# Given information:
-=-=-=-=-

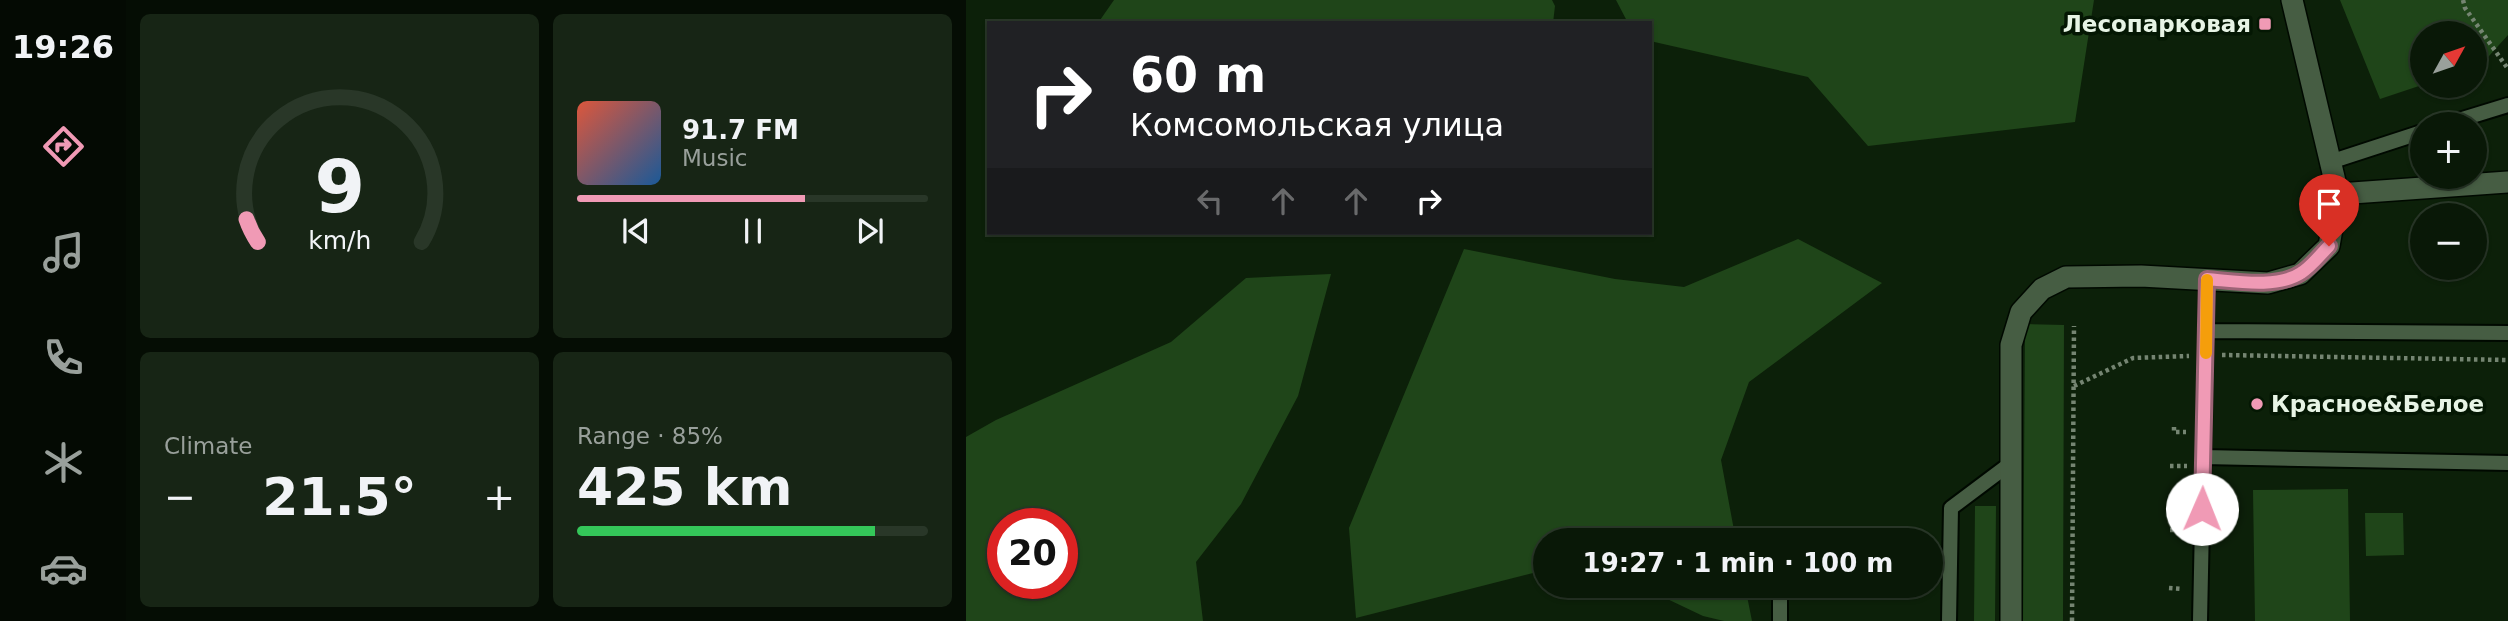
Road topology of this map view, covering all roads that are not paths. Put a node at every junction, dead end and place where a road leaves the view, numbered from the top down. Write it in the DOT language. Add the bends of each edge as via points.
graph roads {
  1 [pos="2292,0"];
  2 [pos="2508,106"];
  3 [pos="2487,112"];
  4 [pos="2410,136"];
  5 [pos="2330,162"];
  6 [pos="2508,182"];
  7 [pos="2338,194"];
  8 [pos="2207,279"];
  9 [pos="2206,331"];
  10 [pos="2508,333"];
  11 [pos="2203,457"];
  12 [pos="2011,463"];
  13 [pos="2508,463"];
  14 [pos="1780,598"];
  15 [pos="1780,621"];
  16 [pos="1950,621"];
  17 [pos="2011,621"];
  18 [pos="2200,621"];
  1 -- 5 [label="main road"];
  2 -- 3 [label="lane"];
  4 -- 5 [label="lane"];
  5 -- 7 [label="main road"];
  6 -- 7 [label="main road"];
  7 -- 8 [label="main road" via="2329,246 2300,274 2268,283"];
  8 -- 9 [label="lane"];
  8 -- 12 [label="main road" via="2066,277 2042,289 2021,312 2011,345"];
  9 -- 10 [label="lane"];
  9 -- 11 [label="lane"];
  11 -- 13 [label="lane"];
  11 -- 18 [label="lane"];
  12 -- 16 [label="lane" via="1951,508"];
  12 -- 17 [label="main road"];
  14 -- 15 [label="lane"];
}
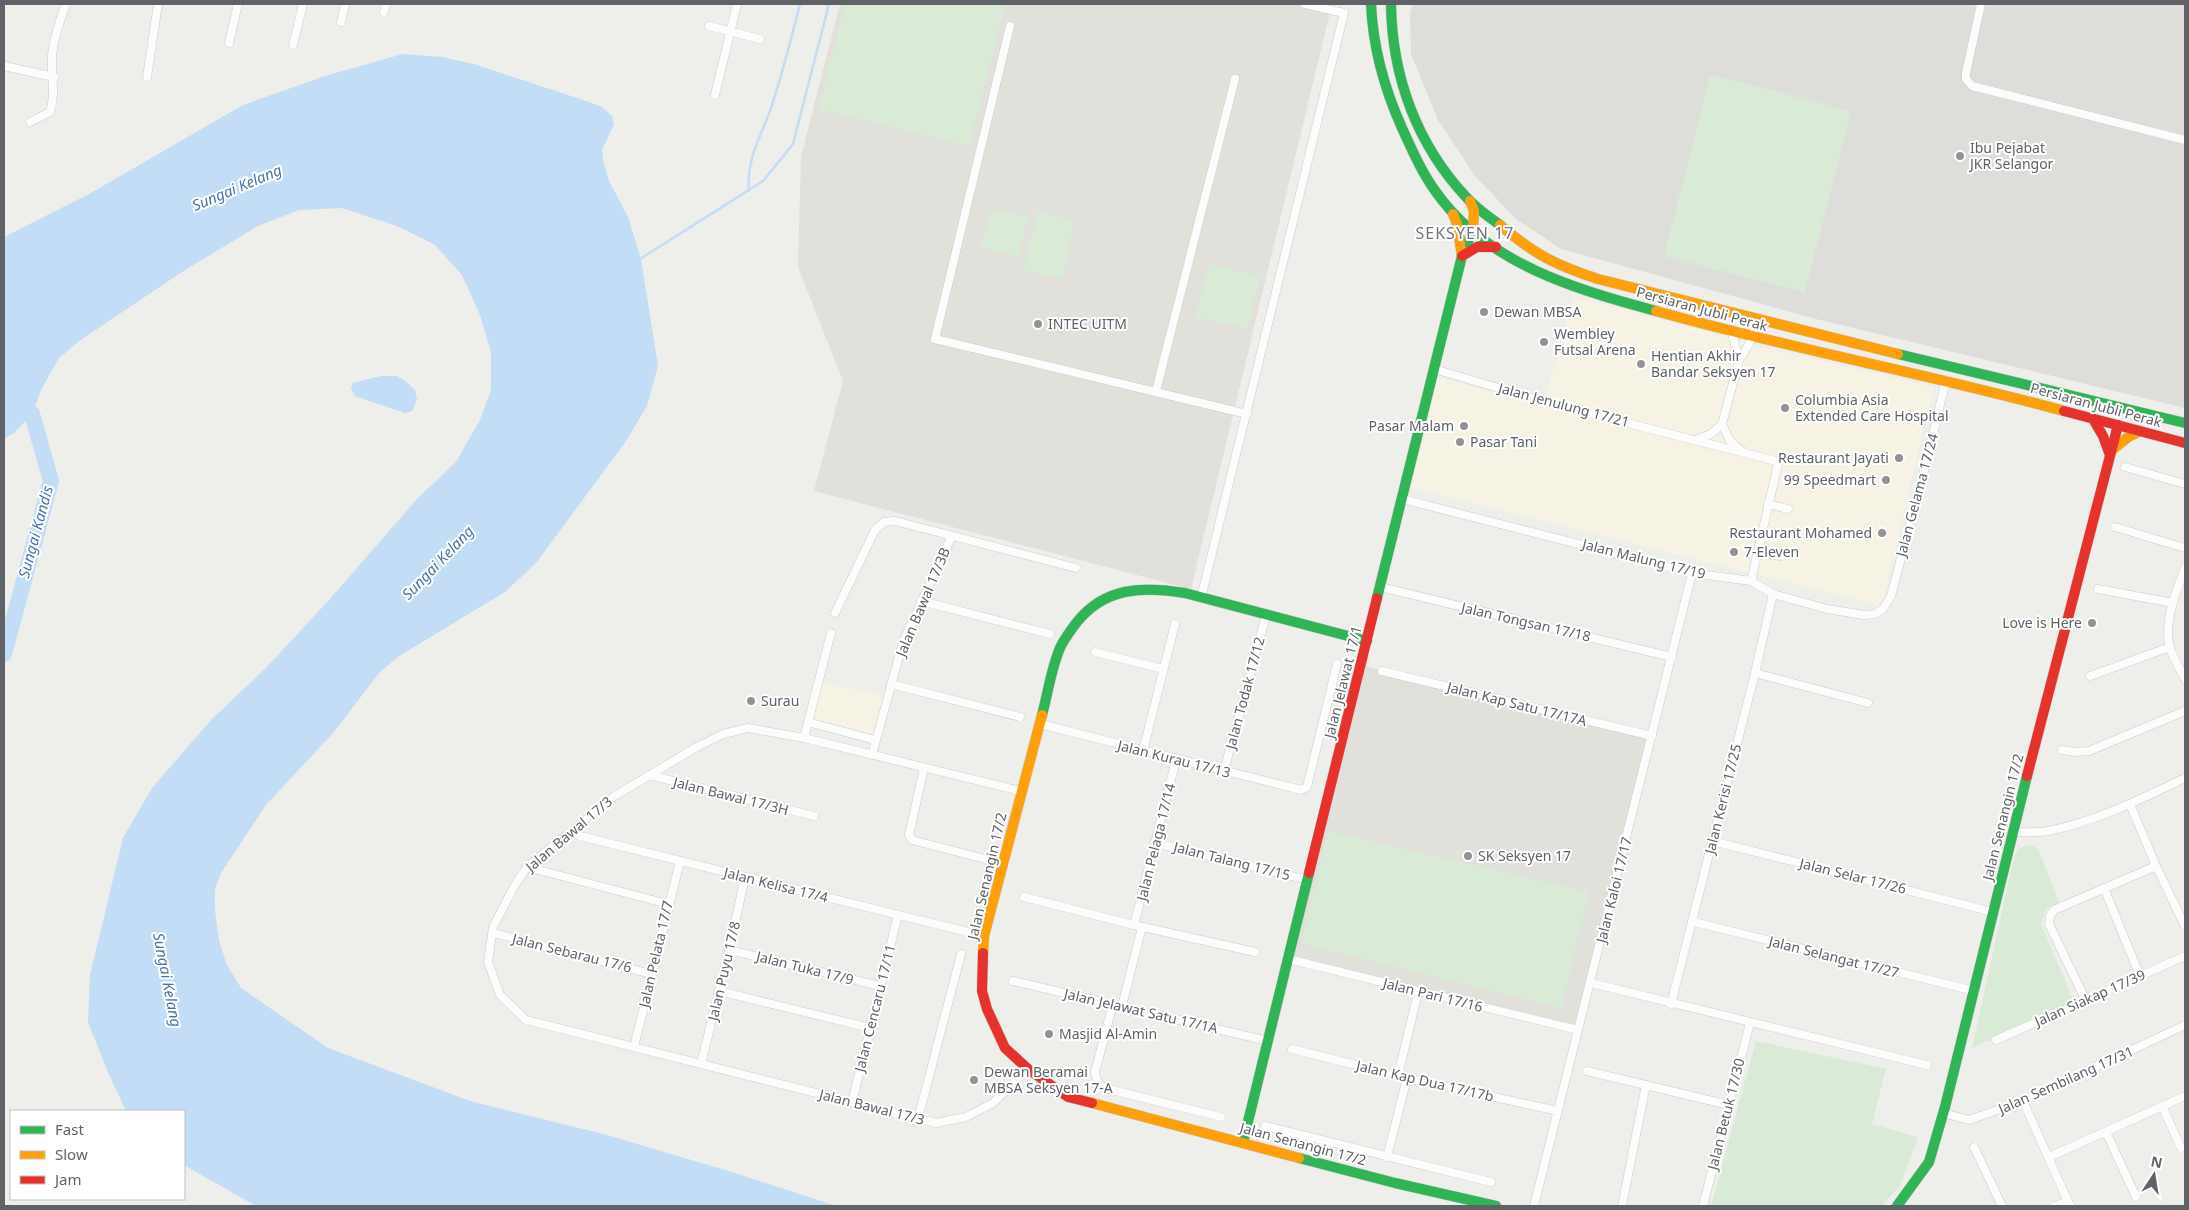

-=-=-=-=-

# Problem requirements:
Omitting the pictures, write out the material above exactly as it stands.

# Solution to this task:
Road topology of this map view, covering all roads that are not paths. Put a node at every junction, dead end and place where a road leaves the view, numbered from the top down. Write it in the DOT language. Add the bends of each edge as via points.
graph roads {
  1 [pos="2292,0"];
  2 [pos="2508,106"];
  3 [pos="2487,112"];
  4 [pos="2410,136"];
  5 [pos="2330,162"];
  6 [pos="2508,182"];
  7 [pos="2338,194"];
  8 [pos="2207,279"];
  9 [pos="2206,331"];
  10 [pos="2508,333"];
  11 [pos="2203,457"];
  12 [pos="2011,463"];
  13 [pos="2508,463"];
  14 [pos="1780,598"];
  15 [pos="1780,621"];
  16 [pos="1950,621"];
  17 [pos="2011,621"];
  18 [pos="2200,621"];
  1 -- 5 [label="main road"];
  2 -- 3 [label="lane"];
  4 -- 5 [label="lane"];
  5 -- 7 [label="main road"];
  6 -- 7 [label="main road"];
  7 -- 8 [label="main road" via="2329,246 2300,274 2268,283"];
  8 -- 9 [label="lane"];
  8 -- 12 [label="main road" via="2066,277 2042,289 2021,312 2011,345"];
  9 -- 10 [label="lane"];
  9 -- 11 [label="lane"];
  11 -- 13 [label="lane"];
  11 -- 18 [label="lane"];
  12 -- 16 [label="lane" via="1951,508"];
  12 -- 17 [label="main road"];
  14 -- 15 [label="lane"];
}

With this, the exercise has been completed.